В 1790 г. Георги напечатал «Versuch einer Beschreibung der naturlichen oekonomischen Beschaffenheit des St. Petersburgischen Gouvernements» (St. Petersb., 1790, 159 стр.), где опубликован список растений Петербургской губернии, содержащий 823 вида. Работа эта — извлечение из обширного двухтомного сочинения почти того же названия, печатавшегося одновременно, в котором на стр. 445—596 помещен тот же список видов. Эта работа по флоре Петербургской губернии очень редка и ботаниками, в сущности, забыта.
В последние годы своей жизни Георги опубликовал в Кенигсберге «Geographisch-physikalische und naturhistorische Beschreibung des Russischen Reichs, zur Uebersicht bisheriger Kenntnisse von demselben» (Th. I—III, Bd. 7, 1801. Nachtrage, 1801).
Это обширное сочинение — двенадцать томов в трех частях (с общей пагинацией в 2222 + 444 стр. дополнительного тома) — представляет собой, как видно и из названия, физико-географическое и естественно-историческое описание России, как обзор существовавших в то время сведений.
Четвертый и пятый тома третьей части (стр. 609—1461) содержат: «Pflanzenarten im Umfange des Russischen Reichs nach der Folge der vier und zwanzig Klassen des Pflanzen’s systems des Ritters von Linne», т. е. «Список видов известных в то время в пределах России, расположенных но 24-классной системе Линнея». Указанный список есть свод флористических данных с учетом новейших работ отечественных исследователей (Паллас, Биберштейн) и последних по тому времени переизданий сочинений Линнея (издание Рейхардта «Systema plantarum», 1779—1780, и начало вильденовского издания «Species plantarum», 1797), которые обстоятельно цитируются.
Таким образом, это сочинение Георги представляет собой флористическую сводку по России. Сам Георги в предисловии (стр. 615) говорит, что написание настоящей флоры Россия не является его целью и было бы выше его сил.
Очень важно заметить, что общее число видов в этой сводке составляет около 3.500 (из них около ста в дополнительном томе). Это, конечно, удивительно много, если принять во внимание то, что в первом издании «Species plantarum» Линнея, вышедшем в 1753 г., для России, по нашему подсчету, было достоверно указано около 350 видов.
Таким образом, мы видим, что за период менее чем в пятьдесят лет, перечень известных в России видов растений удесятерился. Этот факт с полной убедительностью нам показывает, какой удивительной действенностью, в отношении накопления фактических знаний, обладали описательная, номенклатурная и классификационная реформы Линнея.
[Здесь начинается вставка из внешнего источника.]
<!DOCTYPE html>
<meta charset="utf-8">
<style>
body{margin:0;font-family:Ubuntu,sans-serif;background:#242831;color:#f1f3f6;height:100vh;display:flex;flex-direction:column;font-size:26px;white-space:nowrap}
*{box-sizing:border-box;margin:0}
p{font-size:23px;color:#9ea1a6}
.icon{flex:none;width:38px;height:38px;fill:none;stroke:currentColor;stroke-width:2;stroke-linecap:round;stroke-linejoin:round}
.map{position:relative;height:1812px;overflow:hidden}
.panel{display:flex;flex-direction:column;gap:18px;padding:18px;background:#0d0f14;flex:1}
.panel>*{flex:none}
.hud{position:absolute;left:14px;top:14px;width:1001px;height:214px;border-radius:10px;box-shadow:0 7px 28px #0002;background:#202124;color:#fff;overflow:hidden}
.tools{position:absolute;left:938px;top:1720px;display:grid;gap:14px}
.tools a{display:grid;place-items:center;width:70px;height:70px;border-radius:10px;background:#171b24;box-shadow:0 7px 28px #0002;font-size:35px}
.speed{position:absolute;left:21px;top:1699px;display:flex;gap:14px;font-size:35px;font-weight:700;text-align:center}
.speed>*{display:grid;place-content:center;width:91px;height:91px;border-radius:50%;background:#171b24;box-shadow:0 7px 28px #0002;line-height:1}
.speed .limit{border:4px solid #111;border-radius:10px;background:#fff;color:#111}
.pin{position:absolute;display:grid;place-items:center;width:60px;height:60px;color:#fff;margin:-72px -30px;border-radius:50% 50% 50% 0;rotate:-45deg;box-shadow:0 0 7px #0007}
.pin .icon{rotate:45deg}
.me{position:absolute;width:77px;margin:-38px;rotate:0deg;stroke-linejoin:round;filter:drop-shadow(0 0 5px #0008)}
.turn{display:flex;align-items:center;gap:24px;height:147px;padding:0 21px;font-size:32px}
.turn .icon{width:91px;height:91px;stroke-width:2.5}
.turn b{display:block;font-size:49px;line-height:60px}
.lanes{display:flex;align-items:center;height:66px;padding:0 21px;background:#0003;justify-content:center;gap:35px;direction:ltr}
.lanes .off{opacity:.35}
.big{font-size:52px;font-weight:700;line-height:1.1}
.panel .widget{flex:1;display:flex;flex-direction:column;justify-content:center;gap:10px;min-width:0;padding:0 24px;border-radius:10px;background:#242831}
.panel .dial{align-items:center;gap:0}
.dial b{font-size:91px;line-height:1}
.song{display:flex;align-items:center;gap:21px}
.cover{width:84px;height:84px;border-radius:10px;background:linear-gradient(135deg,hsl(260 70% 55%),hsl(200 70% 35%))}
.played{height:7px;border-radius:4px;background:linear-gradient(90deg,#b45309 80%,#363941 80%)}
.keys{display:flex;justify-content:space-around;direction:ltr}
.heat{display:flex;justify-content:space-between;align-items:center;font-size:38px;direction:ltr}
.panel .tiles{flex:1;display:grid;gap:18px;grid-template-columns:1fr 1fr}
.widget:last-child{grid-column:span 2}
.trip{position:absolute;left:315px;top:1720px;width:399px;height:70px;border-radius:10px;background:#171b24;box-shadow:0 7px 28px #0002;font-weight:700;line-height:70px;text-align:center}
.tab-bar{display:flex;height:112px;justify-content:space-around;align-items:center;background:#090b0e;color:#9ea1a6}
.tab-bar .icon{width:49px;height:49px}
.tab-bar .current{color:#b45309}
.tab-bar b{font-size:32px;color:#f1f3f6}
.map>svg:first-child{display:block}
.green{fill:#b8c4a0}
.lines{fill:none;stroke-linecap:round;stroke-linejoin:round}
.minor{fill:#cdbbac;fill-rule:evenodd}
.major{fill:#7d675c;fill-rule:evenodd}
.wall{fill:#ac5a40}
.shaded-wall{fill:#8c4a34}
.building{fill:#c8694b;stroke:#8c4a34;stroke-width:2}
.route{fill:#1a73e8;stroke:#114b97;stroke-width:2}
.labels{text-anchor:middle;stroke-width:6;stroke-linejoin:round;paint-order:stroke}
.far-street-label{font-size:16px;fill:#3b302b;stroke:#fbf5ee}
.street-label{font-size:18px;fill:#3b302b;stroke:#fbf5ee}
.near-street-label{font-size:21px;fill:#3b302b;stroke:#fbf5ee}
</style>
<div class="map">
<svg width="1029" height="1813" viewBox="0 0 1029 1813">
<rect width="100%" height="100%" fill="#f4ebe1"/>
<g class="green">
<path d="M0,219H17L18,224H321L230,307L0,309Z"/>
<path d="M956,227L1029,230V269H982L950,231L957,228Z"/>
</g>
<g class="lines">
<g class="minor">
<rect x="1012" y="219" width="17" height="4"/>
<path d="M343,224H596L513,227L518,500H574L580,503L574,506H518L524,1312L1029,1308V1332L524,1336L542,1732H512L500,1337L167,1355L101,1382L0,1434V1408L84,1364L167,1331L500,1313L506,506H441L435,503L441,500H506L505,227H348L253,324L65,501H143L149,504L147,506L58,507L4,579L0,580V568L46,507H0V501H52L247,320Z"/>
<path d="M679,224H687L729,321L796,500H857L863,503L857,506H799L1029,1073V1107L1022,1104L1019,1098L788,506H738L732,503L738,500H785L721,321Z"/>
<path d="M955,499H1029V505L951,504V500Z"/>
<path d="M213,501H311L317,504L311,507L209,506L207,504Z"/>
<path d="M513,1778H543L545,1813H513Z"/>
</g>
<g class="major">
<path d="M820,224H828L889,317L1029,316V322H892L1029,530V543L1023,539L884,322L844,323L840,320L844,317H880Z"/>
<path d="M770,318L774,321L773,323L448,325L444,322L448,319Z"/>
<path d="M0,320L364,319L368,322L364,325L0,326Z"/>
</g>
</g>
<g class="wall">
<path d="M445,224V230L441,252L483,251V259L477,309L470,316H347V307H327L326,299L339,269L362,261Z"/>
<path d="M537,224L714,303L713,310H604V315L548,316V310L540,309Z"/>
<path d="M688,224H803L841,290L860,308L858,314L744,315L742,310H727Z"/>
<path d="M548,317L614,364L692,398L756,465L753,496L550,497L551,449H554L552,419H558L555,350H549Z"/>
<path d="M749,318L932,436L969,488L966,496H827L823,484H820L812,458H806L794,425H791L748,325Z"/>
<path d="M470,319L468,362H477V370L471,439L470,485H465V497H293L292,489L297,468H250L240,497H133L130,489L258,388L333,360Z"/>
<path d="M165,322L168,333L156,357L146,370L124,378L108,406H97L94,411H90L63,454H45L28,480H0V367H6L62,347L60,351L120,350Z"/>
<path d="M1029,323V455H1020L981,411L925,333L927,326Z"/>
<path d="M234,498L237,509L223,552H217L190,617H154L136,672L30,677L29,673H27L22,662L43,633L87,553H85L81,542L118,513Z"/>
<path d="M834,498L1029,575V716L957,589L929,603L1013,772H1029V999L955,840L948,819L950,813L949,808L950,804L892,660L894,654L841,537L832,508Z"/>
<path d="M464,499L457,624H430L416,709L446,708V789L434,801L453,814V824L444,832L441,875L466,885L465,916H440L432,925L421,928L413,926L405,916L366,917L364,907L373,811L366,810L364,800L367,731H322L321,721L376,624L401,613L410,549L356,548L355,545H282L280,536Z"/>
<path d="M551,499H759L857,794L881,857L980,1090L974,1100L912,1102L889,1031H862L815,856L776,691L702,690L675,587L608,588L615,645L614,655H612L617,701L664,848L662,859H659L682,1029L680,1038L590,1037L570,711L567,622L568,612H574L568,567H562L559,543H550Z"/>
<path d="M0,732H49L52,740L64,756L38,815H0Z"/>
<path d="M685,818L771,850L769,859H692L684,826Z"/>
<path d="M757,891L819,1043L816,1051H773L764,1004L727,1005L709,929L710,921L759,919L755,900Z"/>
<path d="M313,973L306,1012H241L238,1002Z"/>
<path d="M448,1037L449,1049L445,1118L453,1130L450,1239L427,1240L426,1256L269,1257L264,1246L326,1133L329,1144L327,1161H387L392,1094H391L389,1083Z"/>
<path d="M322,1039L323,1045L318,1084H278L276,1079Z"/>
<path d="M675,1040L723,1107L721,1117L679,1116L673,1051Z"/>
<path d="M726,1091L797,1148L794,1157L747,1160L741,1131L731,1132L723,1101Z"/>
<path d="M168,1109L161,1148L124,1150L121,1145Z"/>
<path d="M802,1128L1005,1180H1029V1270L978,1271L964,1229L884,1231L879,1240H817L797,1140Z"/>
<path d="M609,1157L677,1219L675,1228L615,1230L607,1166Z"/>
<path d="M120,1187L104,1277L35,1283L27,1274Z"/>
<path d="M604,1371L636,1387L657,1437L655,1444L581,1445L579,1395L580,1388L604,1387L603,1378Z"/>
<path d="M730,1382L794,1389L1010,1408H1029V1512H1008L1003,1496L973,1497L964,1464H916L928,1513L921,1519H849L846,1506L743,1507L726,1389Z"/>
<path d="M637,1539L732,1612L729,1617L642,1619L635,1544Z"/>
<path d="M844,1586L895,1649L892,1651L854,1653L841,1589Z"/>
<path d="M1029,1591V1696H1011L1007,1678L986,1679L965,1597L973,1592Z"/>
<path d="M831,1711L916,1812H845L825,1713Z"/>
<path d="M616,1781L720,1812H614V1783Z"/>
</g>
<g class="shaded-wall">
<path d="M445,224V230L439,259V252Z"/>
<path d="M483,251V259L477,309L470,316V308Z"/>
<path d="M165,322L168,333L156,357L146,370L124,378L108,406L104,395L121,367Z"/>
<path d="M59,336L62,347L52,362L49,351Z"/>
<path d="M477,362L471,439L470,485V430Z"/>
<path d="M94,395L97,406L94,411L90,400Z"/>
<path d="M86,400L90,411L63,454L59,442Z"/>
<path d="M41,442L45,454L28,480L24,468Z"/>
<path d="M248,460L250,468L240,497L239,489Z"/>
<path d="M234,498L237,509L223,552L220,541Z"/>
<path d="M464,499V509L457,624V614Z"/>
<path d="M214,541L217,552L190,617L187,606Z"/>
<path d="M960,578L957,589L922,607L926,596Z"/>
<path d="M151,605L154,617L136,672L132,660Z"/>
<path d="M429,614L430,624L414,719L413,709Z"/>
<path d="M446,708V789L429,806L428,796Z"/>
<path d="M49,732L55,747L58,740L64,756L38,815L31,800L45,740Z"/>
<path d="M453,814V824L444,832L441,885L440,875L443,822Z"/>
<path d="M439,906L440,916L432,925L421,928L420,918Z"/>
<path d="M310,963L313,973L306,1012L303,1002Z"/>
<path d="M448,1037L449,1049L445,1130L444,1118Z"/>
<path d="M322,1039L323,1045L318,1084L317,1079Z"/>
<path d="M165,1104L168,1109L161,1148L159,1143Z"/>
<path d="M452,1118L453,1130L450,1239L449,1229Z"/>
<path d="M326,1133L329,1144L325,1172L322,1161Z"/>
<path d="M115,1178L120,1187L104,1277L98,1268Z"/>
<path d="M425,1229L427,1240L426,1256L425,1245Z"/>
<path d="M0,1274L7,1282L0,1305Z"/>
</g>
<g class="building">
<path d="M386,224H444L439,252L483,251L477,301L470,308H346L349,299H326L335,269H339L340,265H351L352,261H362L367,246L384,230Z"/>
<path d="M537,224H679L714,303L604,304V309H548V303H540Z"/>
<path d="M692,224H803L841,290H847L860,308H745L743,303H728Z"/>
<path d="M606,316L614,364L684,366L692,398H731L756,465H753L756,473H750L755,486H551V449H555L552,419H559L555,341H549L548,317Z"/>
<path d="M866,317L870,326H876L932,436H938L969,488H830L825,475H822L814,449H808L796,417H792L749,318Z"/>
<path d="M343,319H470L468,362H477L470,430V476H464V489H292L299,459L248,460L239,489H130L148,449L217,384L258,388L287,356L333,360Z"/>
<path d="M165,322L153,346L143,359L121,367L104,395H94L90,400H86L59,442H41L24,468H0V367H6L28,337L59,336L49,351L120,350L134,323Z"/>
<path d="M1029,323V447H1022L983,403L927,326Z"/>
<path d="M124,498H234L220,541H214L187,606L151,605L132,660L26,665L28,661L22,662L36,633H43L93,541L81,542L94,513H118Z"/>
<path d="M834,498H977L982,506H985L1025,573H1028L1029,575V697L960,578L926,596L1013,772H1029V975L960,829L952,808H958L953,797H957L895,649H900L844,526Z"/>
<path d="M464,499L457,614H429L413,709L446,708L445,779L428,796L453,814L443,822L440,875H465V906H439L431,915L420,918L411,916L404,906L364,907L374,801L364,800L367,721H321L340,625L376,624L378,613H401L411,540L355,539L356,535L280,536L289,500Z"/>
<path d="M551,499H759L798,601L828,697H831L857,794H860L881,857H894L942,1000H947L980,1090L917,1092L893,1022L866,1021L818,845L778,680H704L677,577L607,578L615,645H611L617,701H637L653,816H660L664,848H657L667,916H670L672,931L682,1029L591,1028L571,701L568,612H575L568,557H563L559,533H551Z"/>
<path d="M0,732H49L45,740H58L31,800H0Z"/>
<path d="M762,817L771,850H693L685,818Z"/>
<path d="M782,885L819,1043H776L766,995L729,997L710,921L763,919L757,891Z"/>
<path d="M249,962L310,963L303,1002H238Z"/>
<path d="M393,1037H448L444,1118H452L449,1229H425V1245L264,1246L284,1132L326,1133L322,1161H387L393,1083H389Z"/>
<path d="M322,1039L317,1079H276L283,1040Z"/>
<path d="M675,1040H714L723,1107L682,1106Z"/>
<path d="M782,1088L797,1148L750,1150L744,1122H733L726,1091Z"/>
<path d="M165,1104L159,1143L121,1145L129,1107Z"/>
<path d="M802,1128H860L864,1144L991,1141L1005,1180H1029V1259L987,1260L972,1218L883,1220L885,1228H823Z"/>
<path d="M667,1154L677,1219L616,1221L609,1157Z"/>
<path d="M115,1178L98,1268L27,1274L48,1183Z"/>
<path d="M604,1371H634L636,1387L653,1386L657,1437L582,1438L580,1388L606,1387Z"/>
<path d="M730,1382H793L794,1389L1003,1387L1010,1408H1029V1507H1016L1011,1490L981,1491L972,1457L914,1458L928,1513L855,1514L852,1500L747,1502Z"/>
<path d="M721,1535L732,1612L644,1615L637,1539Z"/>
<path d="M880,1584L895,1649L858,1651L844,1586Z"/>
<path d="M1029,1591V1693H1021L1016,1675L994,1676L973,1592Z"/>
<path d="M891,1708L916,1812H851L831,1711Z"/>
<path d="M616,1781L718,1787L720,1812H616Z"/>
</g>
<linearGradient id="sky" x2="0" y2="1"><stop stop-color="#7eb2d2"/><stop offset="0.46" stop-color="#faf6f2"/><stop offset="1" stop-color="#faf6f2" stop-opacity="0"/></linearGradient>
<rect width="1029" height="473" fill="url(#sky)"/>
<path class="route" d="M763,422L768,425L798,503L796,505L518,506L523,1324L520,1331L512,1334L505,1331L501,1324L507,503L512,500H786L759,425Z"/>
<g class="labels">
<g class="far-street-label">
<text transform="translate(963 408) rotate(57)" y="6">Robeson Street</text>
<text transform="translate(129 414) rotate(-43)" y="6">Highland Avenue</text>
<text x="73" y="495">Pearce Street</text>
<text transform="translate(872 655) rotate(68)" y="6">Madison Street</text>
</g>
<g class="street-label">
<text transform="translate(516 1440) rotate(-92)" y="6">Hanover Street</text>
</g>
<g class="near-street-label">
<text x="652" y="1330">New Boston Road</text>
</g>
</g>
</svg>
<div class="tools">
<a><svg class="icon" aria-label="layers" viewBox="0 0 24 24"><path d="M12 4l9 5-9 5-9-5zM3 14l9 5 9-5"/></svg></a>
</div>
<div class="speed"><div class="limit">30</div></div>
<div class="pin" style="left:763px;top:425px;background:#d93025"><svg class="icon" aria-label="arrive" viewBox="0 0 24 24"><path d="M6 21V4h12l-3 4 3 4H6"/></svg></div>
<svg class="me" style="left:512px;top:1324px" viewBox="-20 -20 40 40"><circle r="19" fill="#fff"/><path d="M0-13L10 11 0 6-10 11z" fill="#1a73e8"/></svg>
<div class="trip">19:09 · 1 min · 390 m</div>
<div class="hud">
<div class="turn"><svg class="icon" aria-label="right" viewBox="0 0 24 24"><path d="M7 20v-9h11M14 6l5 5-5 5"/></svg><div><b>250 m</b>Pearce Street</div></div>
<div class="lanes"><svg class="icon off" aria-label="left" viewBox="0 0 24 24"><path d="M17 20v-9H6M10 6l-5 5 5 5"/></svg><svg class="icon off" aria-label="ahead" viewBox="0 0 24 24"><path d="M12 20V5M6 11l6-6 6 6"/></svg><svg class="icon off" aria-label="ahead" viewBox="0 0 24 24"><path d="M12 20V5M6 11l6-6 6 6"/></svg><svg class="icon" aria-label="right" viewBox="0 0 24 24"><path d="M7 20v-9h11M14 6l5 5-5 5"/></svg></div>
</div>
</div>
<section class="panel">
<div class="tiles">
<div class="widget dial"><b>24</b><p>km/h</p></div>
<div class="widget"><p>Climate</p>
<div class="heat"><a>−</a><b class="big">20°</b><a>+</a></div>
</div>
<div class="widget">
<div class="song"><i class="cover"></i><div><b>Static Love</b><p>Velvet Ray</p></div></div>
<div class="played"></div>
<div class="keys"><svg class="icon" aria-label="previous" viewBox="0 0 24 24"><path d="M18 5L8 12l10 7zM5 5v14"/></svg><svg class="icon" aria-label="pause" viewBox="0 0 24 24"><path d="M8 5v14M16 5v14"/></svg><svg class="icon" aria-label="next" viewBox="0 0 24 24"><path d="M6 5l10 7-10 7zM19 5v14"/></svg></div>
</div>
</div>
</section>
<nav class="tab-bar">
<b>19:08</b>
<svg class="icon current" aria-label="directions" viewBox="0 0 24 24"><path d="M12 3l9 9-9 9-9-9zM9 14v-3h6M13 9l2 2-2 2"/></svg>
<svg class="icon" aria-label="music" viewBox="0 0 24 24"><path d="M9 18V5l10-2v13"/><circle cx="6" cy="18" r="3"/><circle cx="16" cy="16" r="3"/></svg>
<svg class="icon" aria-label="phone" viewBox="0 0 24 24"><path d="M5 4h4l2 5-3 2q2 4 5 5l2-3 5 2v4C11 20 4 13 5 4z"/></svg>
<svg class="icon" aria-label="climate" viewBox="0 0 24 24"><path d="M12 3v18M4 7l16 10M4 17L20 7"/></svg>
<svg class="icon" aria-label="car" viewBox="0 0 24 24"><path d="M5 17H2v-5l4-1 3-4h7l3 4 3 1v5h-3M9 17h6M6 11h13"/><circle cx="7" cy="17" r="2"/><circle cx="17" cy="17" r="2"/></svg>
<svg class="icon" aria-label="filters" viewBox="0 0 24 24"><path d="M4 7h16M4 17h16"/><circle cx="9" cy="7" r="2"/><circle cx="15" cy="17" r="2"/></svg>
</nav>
В 1803 г. именем Георги — Georgina — был назван Вильденовым род из американских сложноцветных. Позднее, однако, было показано, что для этого рода существует приоритетное (1791 г.) название Dahlia Cav., почему название Georgina попало в синонимы. В России же всем известные садовые растения называют именно георгинами, но мало кто знает, что они так названы по имени ученика Карла Линнея, натуралиста Ивана Ивановича Георги, научная деятельность которого протекала в России.